### About this task:
Check each line of the data for "lane", and copy the ones that have it.
(Excerpted data Opens)
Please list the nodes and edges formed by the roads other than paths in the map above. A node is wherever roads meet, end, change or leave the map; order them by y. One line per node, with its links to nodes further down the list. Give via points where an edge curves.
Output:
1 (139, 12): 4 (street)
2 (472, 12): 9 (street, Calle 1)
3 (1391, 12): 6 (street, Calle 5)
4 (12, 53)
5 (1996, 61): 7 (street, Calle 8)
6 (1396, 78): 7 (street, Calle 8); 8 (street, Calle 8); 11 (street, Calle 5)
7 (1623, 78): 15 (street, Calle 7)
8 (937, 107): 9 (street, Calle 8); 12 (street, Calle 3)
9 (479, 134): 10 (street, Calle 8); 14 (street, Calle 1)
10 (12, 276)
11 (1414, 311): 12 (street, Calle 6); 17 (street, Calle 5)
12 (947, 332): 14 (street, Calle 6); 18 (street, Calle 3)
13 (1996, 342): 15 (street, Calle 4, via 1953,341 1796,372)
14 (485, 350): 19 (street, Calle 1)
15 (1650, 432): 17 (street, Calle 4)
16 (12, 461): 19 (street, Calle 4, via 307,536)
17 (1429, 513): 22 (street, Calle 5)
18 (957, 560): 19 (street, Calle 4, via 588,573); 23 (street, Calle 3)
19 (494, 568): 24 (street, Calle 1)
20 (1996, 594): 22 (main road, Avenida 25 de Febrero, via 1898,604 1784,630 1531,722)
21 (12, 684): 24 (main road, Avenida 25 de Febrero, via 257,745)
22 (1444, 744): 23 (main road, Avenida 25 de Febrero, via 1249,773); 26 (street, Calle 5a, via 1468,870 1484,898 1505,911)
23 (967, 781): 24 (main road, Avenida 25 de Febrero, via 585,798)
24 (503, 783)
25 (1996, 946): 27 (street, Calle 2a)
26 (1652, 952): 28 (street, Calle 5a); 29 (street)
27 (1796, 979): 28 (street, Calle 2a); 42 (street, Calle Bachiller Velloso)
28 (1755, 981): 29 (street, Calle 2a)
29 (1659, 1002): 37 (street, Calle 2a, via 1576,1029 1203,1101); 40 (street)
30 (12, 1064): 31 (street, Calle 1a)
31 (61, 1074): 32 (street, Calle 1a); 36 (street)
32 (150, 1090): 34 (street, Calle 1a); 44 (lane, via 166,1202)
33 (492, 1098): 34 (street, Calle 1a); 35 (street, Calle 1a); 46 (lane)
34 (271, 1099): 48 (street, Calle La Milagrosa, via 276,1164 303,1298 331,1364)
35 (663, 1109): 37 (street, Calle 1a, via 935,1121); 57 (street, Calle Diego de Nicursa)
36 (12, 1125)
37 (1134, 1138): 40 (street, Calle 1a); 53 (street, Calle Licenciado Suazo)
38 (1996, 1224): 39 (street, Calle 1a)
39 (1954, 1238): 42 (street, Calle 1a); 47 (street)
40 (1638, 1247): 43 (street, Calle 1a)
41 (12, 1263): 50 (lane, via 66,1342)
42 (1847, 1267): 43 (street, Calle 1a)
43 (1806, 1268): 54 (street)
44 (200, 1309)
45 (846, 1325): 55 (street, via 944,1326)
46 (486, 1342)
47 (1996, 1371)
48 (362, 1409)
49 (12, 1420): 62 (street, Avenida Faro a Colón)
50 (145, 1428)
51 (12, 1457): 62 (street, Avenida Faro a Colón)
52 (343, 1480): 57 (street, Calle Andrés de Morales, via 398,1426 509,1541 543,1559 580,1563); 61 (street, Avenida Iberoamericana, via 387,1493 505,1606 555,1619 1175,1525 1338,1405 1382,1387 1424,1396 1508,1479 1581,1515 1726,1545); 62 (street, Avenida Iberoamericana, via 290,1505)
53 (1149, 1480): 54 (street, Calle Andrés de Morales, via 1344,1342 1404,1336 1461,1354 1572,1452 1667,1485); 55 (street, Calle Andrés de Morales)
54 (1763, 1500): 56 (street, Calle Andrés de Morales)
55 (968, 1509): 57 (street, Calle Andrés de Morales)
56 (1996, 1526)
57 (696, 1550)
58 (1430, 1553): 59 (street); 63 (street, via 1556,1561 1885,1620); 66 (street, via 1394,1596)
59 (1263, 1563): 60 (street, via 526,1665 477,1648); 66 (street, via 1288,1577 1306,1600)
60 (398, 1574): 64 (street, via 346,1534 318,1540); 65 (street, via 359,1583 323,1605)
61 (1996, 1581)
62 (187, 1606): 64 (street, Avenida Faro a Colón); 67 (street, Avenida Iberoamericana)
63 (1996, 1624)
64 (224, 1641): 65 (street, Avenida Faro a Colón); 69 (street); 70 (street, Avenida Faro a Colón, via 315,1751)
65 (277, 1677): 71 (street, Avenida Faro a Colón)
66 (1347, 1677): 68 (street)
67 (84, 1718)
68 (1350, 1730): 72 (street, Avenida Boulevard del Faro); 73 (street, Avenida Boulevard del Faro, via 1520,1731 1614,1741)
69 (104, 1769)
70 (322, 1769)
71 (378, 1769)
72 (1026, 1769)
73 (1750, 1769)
(Excerpted data Closes)
### Answer to this task:
32 (150, 1090): 34 (street, Calle 1a); 44 (lane, via 166,1202)
33 (492, 1098): 34 (street, Calle 1a); 35 (street, Calle 1a); 46 (lane)
41 (12, 1263): 50 (lane, via 66,1342)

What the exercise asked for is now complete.